Video report by Isle of Man reporter Joshua Stokes
A special service has been held at the Summerland memorial to remember 50 people who died in a major fire in 1973.
It is often referred to as the Isle of Man's biggest tragedy, with many still grieving from the disaster.
The blaze, on 2 August 1973, was sparked by three boys who were smoking in a disused kiosk.
Around 3,000 people were at the resort when the fire ripped through the building.
A public inquiry into the fire in 1974 found there were "no villains" - just human beings who made mistakes.
According to the Summerland Fire Commission report, the disaster will "remain a permanent scar in the minds of Manxmen".
The remains of the Summerland site are still visible on Douglas Promenade today.
Summerland opened on 25 May 1971 and was designed to accommodate up to 10,000 tourists as one of the largest entertainment centres in the world.
The venue attracted thousands of people to the island due to the wide range of entertainment inside.
It had a dance hall, a rollerskating rink, five floors of holiday games and multiple restaurants and bars.
The remains of the original Summerland are still visible on Douglas promenade, and are owned by the Isle of Man Government.

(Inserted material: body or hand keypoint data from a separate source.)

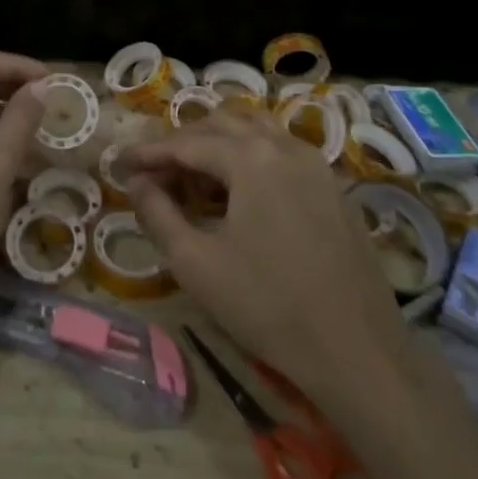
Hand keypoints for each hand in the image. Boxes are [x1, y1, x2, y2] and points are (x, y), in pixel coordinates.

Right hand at [121, 115, 408, 397]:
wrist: (358, 352)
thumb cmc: (267, 306)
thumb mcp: (196, 263)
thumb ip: (157, 213)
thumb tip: (137, 183)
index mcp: (250, 157)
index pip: (185, 142)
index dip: (148, 152)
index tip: (119, 164)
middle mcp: (284, 146)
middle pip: (220, 125)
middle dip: (182, 143)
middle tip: (154, 173)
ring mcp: (315, 164)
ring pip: (254, 132)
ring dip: (217, 145)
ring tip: (193, 178)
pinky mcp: (333, 187)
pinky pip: (280, 152)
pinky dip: (249, 158)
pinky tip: (237, 194)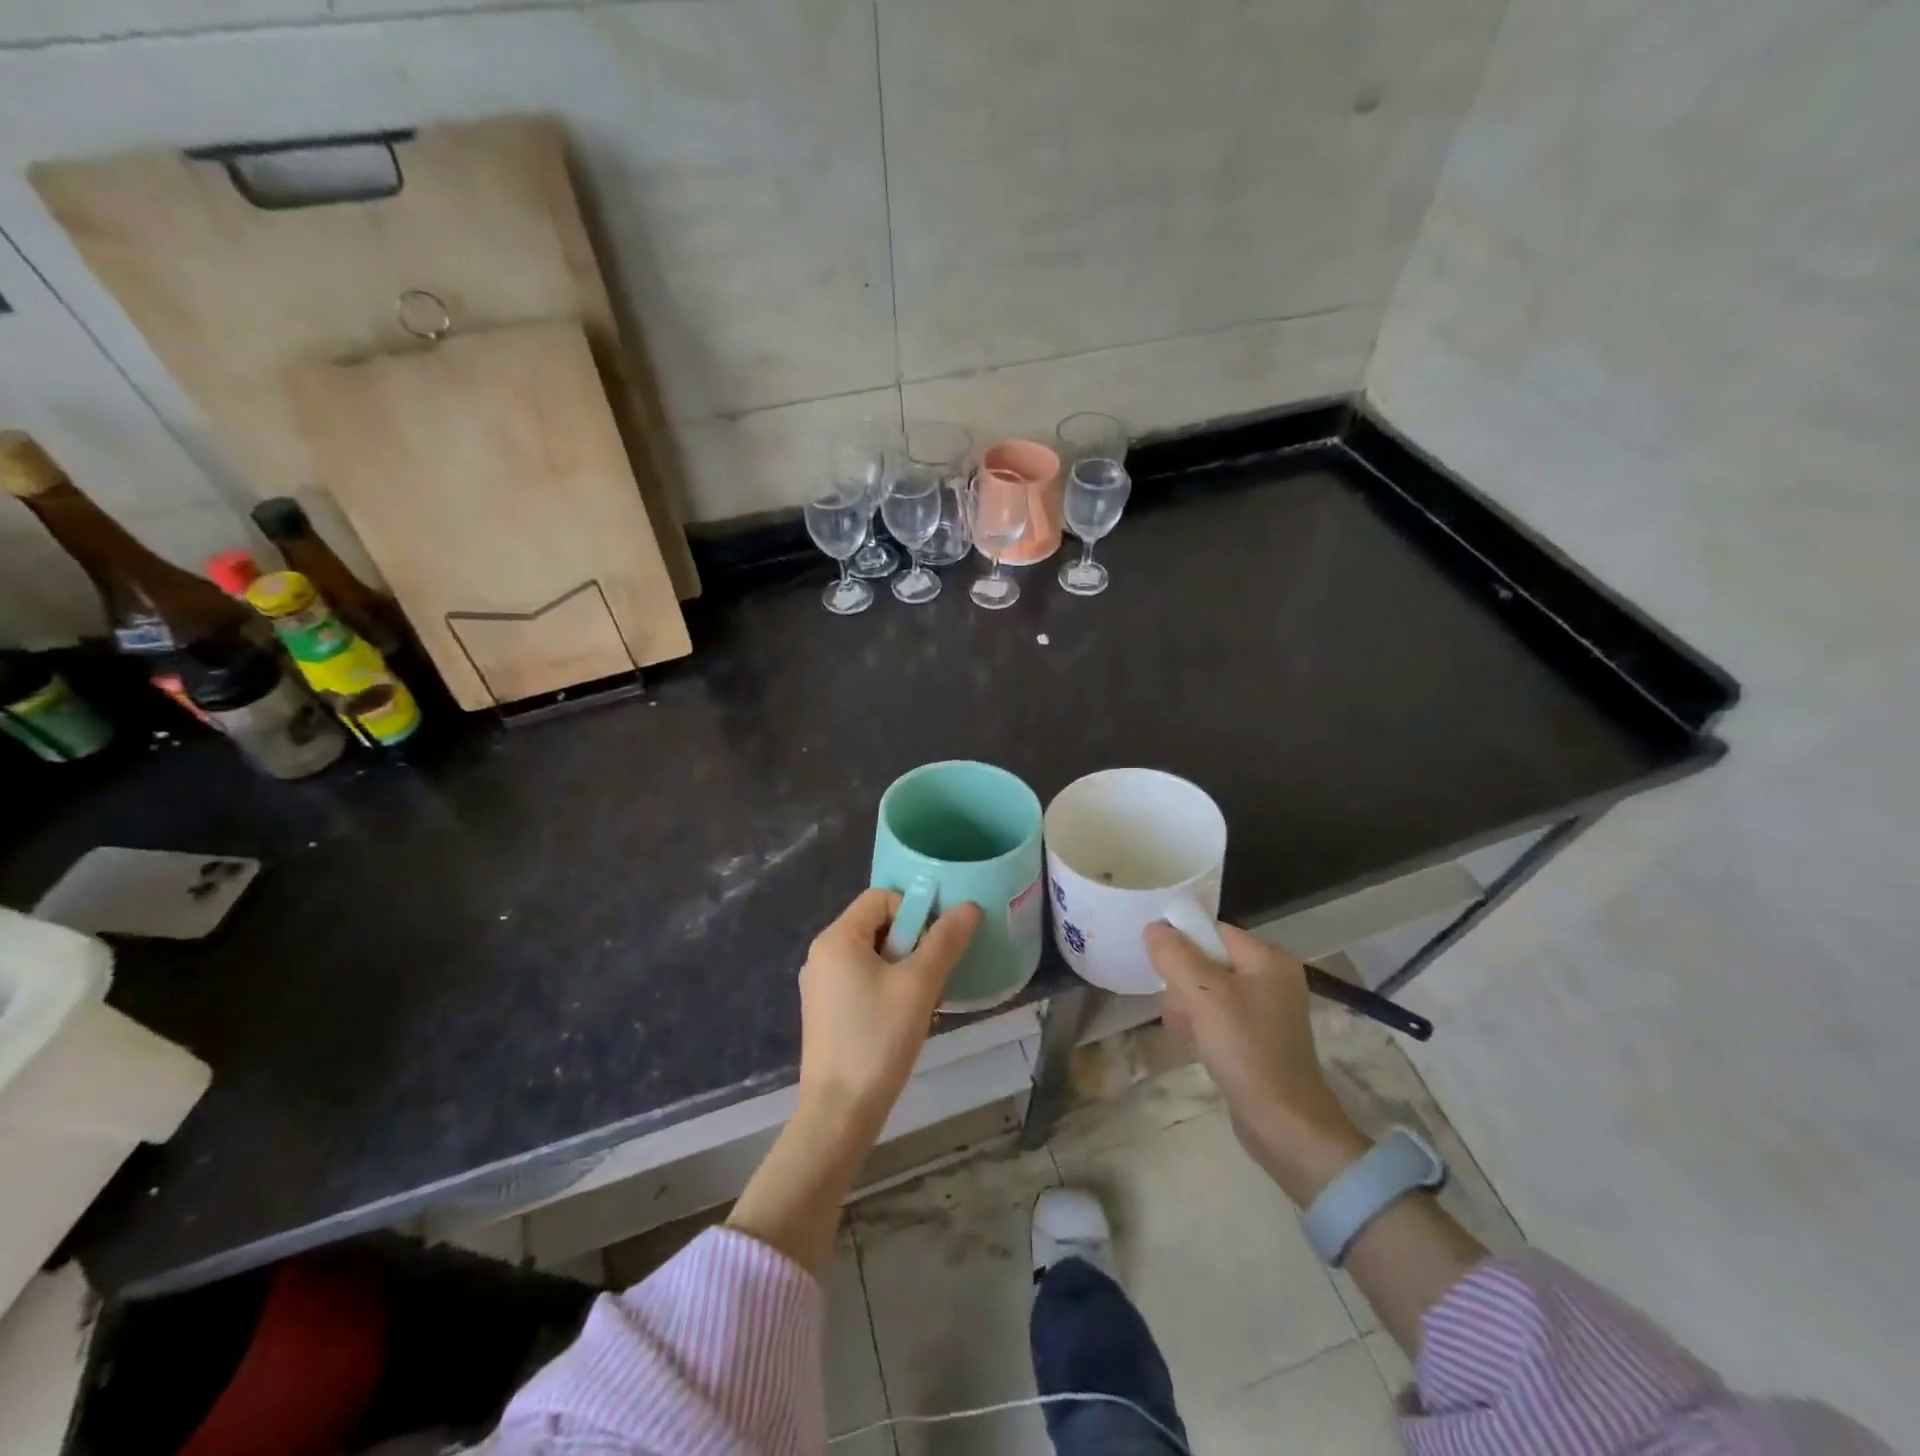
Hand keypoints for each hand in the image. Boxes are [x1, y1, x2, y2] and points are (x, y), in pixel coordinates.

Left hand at [797, 888, 980, 1133]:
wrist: (839, 1112)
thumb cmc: (878, 1038)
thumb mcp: (920, 984)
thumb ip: (945, 940)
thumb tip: (969, 906)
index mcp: (836, 938)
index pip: (881, 897)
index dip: (914, 912)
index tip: (933, 947)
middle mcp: (821, 954)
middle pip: (877, 925)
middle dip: (911, 944)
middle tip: (931, 978)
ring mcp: (820, 985)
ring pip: (873, 956)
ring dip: (903, 969)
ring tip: (922, 1002)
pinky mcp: (825, 1012)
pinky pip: (861, 981)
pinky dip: (887, 989)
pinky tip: (903, 1020)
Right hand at [1145, 921, 1366, 1203]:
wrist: (1286, 1127)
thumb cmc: (1248, 1052)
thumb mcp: (1205, 998)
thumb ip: (1176, 957)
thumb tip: (1154, 928)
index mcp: (1268, 958)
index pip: (1210, 931)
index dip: (1181, 945)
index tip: (1162, 971)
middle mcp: (1270, 976)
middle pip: (1205, 959)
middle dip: (1183, 983)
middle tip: (1182, 1011)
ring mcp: (1265, 1008)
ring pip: (1205, 989)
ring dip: (1187, 1008)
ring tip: (1188, 1033)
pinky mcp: (1257, 1036)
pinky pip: (1216, 1015)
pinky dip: (1201, 1026)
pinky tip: (1195, 1045)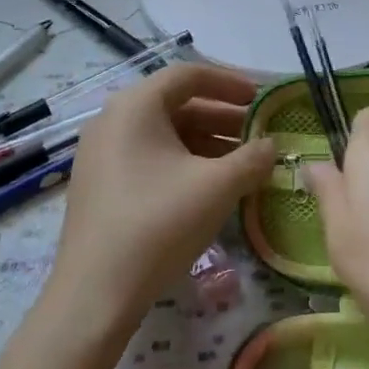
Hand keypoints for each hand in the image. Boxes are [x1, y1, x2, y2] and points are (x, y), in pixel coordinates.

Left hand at [46, 63, 276, 329]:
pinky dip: (182, 161)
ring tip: (241, 164)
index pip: (189, 74)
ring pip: (163, 133)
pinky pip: (148, 156)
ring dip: (205, 142)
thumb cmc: (158, 224)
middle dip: (222, 117)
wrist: (95, 294)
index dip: (230, 82)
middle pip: (176, 104)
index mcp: (136, 106)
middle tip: (257, 135)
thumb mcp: (217, 187)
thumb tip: (272, 146)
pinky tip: (208, 187)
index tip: (261, 99)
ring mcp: (101, 153)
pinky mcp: (100, 183)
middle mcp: (113, 119)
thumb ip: (253, 158)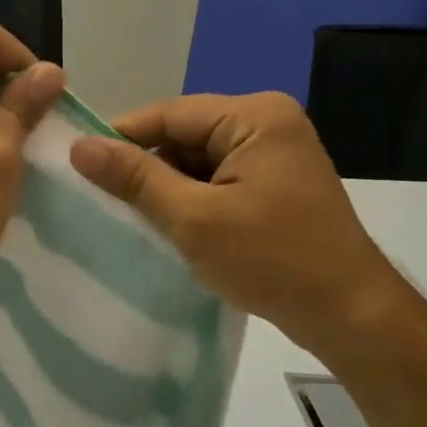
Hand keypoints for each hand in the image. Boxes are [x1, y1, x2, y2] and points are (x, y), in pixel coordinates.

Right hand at [68, 93, 410, 358]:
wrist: (348, 313)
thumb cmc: (271, 259)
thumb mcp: (193, 218)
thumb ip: (136, 179)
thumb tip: (78, 146)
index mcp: (255, 117)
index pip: (169, 113)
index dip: (121, 138)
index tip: (79, 166)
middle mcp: (268, 124)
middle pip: (183, 135)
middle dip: (147, 168)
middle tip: (105, 202)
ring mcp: (276, 155)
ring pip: (198, 161)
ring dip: (168, 189)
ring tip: (134, 220)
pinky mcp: (276, 185)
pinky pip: (219, 180)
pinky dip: (193, 201)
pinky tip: (172, 229)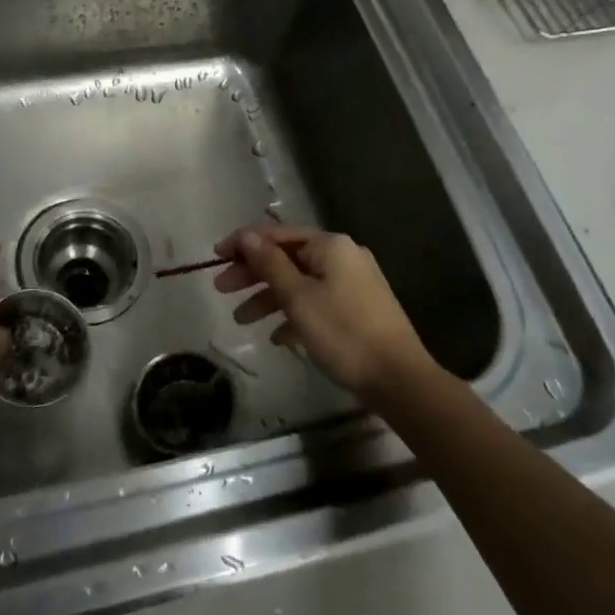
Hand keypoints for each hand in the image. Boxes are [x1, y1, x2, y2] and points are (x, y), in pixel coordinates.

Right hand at [214, 225, 432, 400]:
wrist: (399, 379)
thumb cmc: (343, 333)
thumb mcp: (298, 297)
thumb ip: (269, 264)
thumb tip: (246, 236)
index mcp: (330, 246)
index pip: (277, 234)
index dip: (243, 243)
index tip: (215, 256)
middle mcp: (343, 257)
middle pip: (287, 258)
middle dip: (253, 273)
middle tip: (221, 288)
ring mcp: (353, 284)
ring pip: (300, 283)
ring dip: (269, 298)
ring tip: (241, 320)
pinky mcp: (358, 310)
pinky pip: (316, 303)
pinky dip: (294, 315)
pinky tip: (278, 338)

In a statement a spokesperson said: "The Summerland site remains in the ownership of the Isle of Man Government and continues to be marketed for development on its behalf. A programme of surveying work is being undertaken by the Manx Development Corporation to assist with this process."
The annual commemoration service took place from 7:00pm in the Kaye Memorial Garden on Queen’s Promenade.
Mayor of Douglas, Councillor Janet Thommeny, presided at the service and the Mayor’s Chaplain, the Reverend Dr Michael Brydon, offered prayers before a minute’s silence was observed.